Péronnelle – et au masculin ?

Depuis quelques jours, grille d’été et déjà un peu avant, notre chère radio, France Culture nous régale (nous colle oui !) des voix nouvelles, agressives, pressées … ho ! où allons-nous comme ça ? en clair, une voix féminine qui parle de musique, pour moi c’est une sorte de cheftaine ou de moniteur de salle de sports, sèche, sûre de détenir quoi ? la verité ? à d’autres, le rythme le tempo ! merdre ! et qui prétend voilà on vous apporte de la musique sur Culture, et va donc !

A propos de cette personne, que j’ai envie de traiter de péronnelle, pour bien marquer la distance, une petite recherche « dictionnariale » (paf !) mais, pourquoi s’en prendre particulièrement à une femme, l’équivalent hommes existe bien. Mais quel est, quels sont les mots pour le désigner ?

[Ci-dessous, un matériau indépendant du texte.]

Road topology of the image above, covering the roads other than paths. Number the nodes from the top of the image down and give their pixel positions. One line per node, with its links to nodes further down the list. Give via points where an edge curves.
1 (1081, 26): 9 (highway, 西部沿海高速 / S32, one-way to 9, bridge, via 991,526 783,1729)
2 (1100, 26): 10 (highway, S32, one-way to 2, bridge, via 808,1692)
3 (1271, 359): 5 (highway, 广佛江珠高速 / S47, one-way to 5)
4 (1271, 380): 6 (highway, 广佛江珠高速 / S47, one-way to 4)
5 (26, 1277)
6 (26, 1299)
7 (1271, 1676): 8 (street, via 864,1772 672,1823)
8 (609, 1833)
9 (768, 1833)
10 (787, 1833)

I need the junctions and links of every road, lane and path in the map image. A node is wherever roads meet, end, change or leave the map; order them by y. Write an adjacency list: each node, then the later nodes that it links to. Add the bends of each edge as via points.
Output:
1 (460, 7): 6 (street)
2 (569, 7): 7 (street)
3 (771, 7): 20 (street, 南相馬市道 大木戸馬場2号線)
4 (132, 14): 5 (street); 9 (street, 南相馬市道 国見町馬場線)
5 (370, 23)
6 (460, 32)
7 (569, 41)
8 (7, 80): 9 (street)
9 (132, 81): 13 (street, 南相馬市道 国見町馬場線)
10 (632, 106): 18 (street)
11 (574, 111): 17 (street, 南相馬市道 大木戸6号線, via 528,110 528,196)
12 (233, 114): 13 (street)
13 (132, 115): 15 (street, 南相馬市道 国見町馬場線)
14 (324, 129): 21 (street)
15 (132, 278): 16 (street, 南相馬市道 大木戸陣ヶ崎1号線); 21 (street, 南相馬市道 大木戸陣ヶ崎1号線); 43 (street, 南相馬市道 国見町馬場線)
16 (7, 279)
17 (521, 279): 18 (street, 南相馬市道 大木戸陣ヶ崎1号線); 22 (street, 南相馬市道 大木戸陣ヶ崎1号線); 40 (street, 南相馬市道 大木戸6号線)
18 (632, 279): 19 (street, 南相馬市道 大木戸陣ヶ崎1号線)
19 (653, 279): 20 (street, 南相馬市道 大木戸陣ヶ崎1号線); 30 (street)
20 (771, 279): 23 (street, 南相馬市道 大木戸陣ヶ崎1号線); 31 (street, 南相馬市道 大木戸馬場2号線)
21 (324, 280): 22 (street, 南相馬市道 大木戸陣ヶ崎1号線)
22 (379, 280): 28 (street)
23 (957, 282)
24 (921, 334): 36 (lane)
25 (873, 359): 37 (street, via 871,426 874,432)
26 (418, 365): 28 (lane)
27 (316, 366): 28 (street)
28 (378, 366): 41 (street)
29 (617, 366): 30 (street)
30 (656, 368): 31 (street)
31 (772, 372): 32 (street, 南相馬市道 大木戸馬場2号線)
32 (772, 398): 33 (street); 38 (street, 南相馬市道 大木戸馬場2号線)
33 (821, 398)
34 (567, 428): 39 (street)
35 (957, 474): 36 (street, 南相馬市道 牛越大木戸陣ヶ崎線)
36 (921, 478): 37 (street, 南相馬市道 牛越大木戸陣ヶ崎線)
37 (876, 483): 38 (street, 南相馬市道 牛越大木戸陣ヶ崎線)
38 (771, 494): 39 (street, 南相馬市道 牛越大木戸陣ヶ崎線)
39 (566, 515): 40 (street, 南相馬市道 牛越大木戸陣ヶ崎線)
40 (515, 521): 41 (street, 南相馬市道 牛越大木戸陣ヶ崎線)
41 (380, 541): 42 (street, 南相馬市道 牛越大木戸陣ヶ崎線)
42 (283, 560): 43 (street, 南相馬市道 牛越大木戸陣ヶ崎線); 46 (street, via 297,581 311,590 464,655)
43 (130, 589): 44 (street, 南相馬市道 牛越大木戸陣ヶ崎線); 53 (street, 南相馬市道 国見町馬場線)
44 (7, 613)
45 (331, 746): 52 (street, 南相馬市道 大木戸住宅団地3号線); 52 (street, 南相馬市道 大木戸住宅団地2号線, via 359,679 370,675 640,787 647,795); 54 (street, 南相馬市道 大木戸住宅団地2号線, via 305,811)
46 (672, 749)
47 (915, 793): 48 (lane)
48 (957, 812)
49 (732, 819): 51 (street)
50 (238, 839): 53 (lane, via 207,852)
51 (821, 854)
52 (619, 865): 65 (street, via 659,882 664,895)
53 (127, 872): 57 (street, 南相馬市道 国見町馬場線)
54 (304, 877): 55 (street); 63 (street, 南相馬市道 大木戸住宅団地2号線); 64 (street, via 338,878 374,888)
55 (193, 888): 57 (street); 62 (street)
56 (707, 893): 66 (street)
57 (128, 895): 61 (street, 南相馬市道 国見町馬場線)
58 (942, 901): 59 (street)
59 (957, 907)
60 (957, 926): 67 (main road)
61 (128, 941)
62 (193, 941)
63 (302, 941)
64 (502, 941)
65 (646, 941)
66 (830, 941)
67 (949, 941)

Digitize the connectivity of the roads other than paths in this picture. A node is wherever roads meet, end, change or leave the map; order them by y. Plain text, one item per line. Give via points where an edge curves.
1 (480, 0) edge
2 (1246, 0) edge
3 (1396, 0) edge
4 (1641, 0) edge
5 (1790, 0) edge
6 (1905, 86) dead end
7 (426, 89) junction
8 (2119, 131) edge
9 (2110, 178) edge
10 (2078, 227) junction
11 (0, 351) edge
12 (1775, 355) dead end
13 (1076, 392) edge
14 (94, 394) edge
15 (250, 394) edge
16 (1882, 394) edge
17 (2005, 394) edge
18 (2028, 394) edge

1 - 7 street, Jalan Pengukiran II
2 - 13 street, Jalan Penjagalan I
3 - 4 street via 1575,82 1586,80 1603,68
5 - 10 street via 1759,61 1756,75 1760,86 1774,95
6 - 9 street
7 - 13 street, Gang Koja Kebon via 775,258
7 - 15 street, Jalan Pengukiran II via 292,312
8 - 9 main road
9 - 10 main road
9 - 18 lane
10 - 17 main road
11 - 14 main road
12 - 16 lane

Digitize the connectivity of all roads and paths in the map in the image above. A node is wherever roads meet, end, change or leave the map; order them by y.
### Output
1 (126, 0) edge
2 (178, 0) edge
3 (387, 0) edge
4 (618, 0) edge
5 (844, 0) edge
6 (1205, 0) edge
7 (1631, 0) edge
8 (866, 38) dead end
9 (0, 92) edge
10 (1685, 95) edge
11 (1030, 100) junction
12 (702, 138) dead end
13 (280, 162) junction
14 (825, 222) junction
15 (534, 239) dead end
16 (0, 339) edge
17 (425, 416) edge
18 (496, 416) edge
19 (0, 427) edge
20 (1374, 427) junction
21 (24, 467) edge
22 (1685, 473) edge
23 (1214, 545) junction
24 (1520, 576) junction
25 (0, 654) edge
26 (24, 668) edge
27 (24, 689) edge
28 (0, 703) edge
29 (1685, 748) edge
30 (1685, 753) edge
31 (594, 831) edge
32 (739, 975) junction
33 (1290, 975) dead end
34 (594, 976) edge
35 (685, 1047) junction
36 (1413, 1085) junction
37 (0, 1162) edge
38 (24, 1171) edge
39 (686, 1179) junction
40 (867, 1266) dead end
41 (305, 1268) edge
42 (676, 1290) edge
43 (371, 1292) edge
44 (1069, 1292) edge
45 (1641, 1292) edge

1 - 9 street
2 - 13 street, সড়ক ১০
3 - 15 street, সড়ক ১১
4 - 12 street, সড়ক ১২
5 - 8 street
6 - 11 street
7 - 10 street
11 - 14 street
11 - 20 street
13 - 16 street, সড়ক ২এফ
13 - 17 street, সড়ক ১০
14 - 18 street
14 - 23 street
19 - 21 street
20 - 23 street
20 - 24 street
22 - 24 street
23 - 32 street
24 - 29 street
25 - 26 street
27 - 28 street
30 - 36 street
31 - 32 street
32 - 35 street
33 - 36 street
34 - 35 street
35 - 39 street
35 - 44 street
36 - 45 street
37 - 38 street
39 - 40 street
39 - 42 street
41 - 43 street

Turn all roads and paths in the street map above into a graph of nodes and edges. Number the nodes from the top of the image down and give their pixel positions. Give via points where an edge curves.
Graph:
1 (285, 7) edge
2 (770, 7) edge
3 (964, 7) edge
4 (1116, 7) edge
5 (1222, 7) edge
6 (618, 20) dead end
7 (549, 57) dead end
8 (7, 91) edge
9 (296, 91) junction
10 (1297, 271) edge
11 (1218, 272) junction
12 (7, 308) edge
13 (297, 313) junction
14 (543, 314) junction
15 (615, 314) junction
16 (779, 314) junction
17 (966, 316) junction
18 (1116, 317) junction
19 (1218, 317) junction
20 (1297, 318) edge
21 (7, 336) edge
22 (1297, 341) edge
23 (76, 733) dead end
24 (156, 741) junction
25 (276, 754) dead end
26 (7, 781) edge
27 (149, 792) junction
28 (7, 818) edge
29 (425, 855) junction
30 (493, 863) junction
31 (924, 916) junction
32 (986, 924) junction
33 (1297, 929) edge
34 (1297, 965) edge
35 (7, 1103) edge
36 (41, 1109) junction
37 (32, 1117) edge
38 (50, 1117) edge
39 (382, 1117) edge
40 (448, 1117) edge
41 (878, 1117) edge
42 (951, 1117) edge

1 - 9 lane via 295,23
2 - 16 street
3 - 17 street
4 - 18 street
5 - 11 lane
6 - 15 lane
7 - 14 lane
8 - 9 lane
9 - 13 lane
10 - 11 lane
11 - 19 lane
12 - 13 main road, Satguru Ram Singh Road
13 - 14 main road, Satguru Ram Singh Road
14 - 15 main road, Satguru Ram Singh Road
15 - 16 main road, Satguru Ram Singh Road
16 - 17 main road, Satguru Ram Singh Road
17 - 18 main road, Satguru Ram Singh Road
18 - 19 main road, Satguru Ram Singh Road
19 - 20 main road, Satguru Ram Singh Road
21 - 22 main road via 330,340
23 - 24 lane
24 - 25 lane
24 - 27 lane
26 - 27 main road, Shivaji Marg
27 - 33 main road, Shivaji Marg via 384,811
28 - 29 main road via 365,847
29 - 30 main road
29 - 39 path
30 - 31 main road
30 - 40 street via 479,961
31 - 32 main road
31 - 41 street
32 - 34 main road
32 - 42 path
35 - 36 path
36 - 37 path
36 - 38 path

http://atilf.atilf.fr/dendien/scripts/tlfiv5/affart.exe?19;s=4061000205;?b=0;

(Je recopie l’article du TLF i)

PÉRONNELLE, subst. fém.
PÉRONNELLE, subst. fém.
Fam., péj. Femme ou jeune fille sotte et bavarde. Dès le second jour, elle l’avait jugée, lorsque cette péronnelle avait osé interrompre d’un «Vous l’avez déjà raconté», le récit de ses concours où se complaisait Fernand (MAURIAC, Génitrix, 1923, p.328). Péronnelle! Petite bécasse (DUHAMEL, Notaire Havre, 1933, p.101).
Prononc. et Orth.: []. Ac. 1694 et 1718: pe-; dep. 1740: pé-. Étymol. et Hist. 1651 perronelle «jeune femme sotte et bavarde» (SCARRON, Virgile travesti, Livre sixième, p.97). Emploi comme nom commun de Perronnelle, nom d’une héroïne d’une chanson célèbre du XVes. qui commençait par: «Av’ous point veu la Perronnelle que les gendarmes ont emmenée?» (Chansons du 15es., éd. G. Paris, p.41) d’où La peronnelle «air sur lequel on danse» (1564, RABELAIS, Cinquiesme Livre, éd. Ch. Marty-Laveaux, chap.33, p.222) et l’expr. chanter la péronnelle «dire des sottises» (1640, OUDIN, Curiositez) qui subsiste dans le Bas Maine au sens de «être gai». Perronnelle est le dimin. de Perronne, fém. de Perron, lui-même dér. de Pierre, ou la var. pop. du prénom Pétronille, b. lat. Petronilla. D’apr. DUPRÉ 1972 la dépréciation du mot est due au fait que Péronnelle était déjà le nom traditionnel de l’épouse acariâtre à l’époque de la chanson, cet usage ayant sans doute son orig. dans les Lamentationes Matheoli (fin XIIIes.) où Mathieu de Boulogne-sur-Mer présente sa femme Péronnelle sous un jour très noir (cf. JEAN LE FÈVRE, Les lamentations de Matheolus, éd. A.-G. Van Hamel, livre deuxième, 4152; livre troisième, 13, etc.) GUIR. Lex. fr. Étymol. obsc. 1982 pense que le maintien du mot a été favorisé par un rapprochement secondaire avec des mots tels que pérorer* (Alençon peroner «pérorer, bavarder», FEW t.8, p.257a), pironnelle «toupie, jeune fille écervelée» (ibid., p.565b). LIVET Molière estime qu’à force d’entendre chanter la Péronnelle, on s’en est lassé et que l’on a fini par appeler péronnelle toute femme ennuyeuse et importune. Fréq. abs. littér.: 32. Bbg. VRBKOVA (V.). La Méthode struct. appl. à l’ét. du ch. conceptuel de la bêtise en fr. du 20es. Ét. rom. Brno. 1977, t.9, p.104.